--- Data section ---

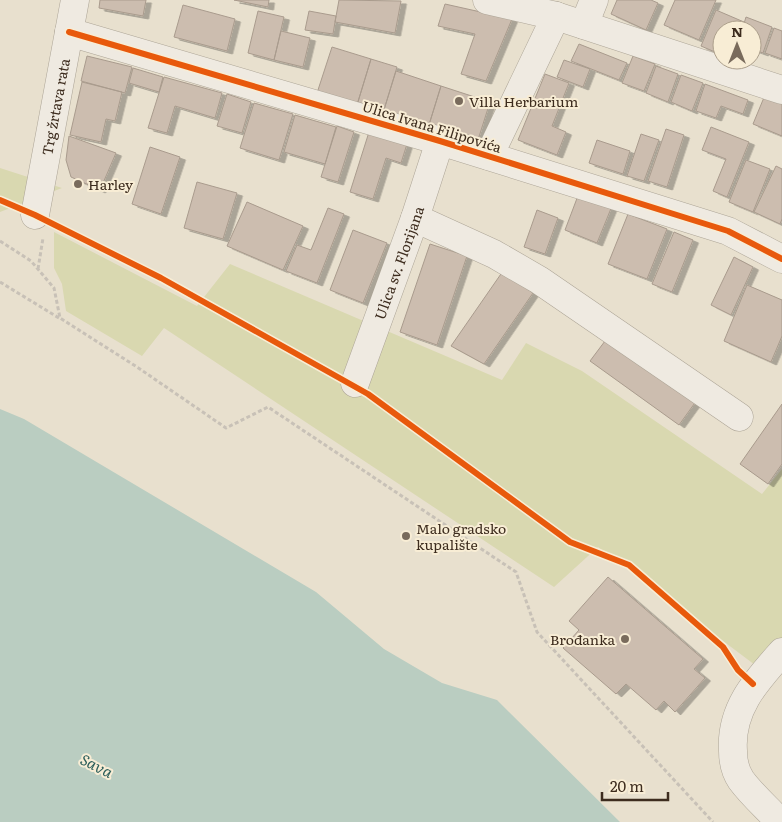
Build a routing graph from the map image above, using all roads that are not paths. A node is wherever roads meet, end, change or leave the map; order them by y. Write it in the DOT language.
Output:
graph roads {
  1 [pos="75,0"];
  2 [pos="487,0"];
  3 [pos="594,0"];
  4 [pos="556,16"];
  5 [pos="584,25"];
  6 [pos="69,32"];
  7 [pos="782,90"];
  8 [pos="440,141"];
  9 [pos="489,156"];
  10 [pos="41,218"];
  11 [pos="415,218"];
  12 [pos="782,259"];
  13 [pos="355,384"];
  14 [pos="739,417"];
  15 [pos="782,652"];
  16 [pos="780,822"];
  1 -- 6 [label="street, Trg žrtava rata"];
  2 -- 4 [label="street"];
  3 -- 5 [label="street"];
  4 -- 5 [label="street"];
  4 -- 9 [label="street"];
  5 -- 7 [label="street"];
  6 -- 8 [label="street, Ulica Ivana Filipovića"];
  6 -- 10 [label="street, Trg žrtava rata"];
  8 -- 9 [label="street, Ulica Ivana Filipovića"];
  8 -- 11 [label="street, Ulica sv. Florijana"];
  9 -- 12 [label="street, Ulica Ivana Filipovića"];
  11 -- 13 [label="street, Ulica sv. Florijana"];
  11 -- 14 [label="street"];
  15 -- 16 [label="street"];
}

---
--- Data section ---

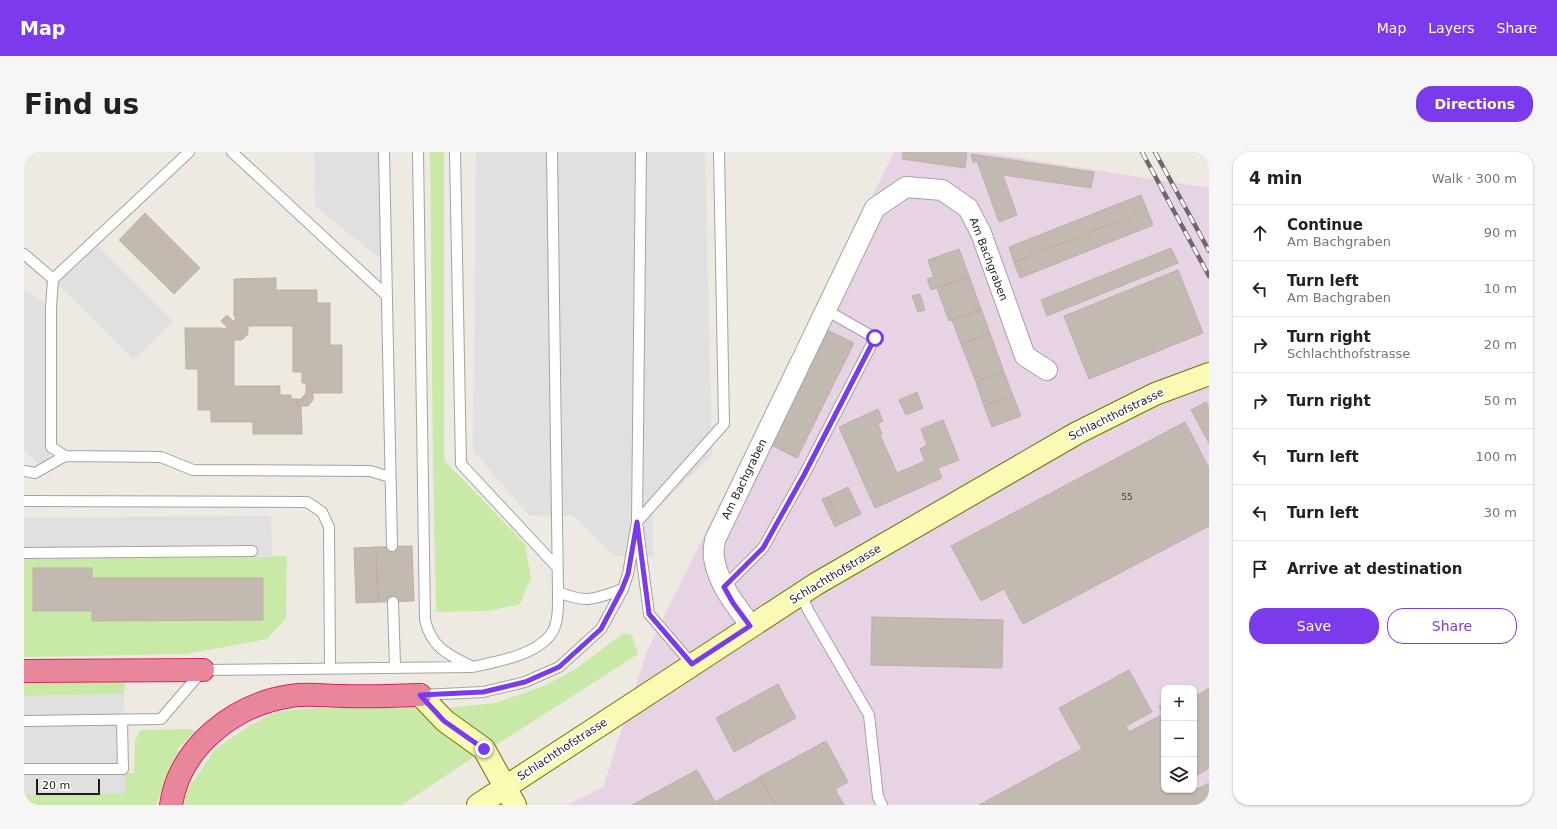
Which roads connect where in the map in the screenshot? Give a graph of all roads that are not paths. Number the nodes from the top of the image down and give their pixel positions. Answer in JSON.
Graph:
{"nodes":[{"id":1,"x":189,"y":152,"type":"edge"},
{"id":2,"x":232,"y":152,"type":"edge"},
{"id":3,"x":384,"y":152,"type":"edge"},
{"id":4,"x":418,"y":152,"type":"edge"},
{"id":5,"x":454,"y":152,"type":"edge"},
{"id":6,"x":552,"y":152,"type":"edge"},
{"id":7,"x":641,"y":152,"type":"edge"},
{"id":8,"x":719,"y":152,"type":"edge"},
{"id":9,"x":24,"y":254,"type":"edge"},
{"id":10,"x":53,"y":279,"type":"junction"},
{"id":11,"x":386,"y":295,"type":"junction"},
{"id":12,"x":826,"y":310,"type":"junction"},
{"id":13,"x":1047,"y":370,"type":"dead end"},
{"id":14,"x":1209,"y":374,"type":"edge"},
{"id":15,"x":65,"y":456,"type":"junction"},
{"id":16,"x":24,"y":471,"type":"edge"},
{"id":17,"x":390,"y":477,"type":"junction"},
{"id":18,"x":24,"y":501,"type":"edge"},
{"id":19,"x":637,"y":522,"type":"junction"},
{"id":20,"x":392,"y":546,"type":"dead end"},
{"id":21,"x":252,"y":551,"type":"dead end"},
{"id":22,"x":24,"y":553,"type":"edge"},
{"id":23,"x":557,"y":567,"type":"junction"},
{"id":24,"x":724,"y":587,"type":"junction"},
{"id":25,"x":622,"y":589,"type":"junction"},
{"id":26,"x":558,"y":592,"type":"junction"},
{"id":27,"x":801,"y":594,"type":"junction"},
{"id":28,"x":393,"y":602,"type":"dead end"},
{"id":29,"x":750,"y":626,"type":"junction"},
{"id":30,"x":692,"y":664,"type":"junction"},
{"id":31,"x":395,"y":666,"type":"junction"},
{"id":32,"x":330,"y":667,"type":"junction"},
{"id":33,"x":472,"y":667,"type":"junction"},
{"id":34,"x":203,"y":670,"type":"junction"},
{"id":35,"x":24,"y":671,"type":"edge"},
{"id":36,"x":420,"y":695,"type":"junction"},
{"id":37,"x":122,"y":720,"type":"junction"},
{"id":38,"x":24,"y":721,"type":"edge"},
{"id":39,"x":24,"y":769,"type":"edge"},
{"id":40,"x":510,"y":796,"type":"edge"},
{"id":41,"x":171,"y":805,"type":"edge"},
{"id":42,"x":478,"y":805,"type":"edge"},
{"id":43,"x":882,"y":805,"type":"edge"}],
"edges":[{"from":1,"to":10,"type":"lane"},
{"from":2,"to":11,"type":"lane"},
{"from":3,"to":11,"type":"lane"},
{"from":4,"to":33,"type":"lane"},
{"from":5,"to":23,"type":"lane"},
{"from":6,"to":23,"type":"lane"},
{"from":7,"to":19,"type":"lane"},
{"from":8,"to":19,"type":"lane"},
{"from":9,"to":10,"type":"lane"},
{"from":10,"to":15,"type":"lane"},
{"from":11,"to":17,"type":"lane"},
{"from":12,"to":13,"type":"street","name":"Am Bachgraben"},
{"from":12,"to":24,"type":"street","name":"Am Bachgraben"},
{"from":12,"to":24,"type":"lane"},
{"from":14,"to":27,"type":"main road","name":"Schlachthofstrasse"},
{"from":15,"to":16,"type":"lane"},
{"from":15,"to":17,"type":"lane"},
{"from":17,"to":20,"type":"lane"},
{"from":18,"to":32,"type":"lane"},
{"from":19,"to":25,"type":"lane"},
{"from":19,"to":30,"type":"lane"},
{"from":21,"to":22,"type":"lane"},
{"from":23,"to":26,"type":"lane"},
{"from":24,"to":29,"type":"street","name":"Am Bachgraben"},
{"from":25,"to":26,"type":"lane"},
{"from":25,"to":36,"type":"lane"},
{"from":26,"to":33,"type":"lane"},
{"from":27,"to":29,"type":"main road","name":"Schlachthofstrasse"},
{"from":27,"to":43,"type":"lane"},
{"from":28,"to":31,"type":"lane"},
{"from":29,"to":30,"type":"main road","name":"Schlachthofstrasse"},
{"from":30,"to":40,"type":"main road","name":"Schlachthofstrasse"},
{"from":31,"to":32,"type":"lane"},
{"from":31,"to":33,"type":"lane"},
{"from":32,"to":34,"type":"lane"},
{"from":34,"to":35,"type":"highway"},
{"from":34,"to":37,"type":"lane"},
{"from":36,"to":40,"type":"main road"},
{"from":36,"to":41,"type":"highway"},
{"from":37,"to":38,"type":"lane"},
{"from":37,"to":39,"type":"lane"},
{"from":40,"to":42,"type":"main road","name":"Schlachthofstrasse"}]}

---
--- Data section ---

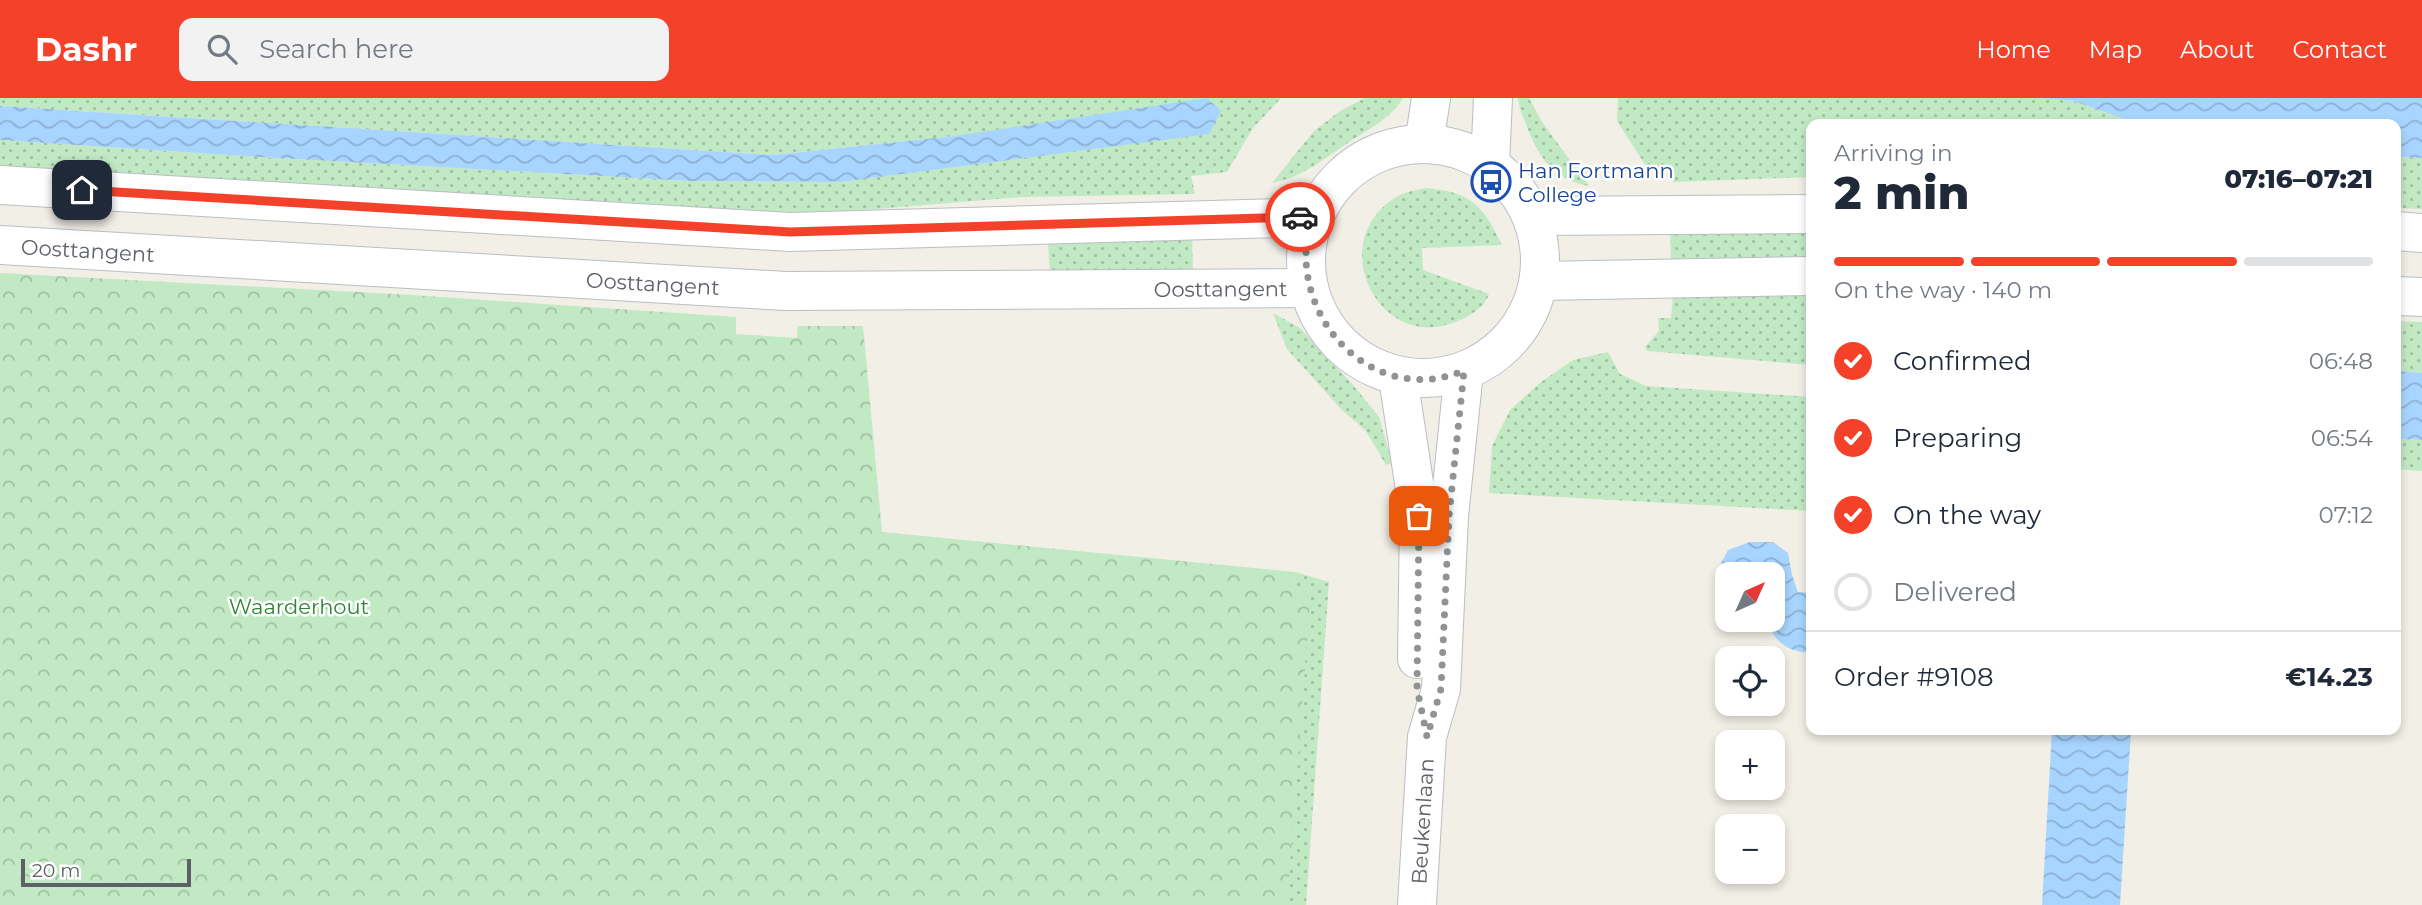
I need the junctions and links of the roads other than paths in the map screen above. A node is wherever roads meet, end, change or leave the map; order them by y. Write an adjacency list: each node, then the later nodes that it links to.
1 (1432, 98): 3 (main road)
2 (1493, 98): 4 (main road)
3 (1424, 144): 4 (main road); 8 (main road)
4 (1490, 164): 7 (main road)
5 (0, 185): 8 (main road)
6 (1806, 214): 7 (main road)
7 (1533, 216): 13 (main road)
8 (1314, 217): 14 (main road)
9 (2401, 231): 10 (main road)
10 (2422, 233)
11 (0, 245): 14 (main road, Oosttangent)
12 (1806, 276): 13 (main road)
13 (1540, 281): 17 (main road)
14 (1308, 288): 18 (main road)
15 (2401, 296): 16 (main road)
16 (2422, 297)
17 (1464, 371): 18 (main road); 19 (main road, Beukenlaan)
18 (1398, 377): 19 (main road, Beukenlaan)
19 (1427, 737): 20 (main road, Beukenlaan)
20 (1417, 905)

---

_What to produce:_ Copy each line from the entries above that has the word "image" in it.

_Response:_
Build a routing graph from the map image above, using all roads that are not paths. A node is wherever roads meet, end, change or leave the map; order them by y. Write it in the DOT language.
Which roads connect where in the map in the screenshot? Give a graph of all roads that are not paths. Number the nodes from the top of the image down and give their pixel positions. Answer in JSON.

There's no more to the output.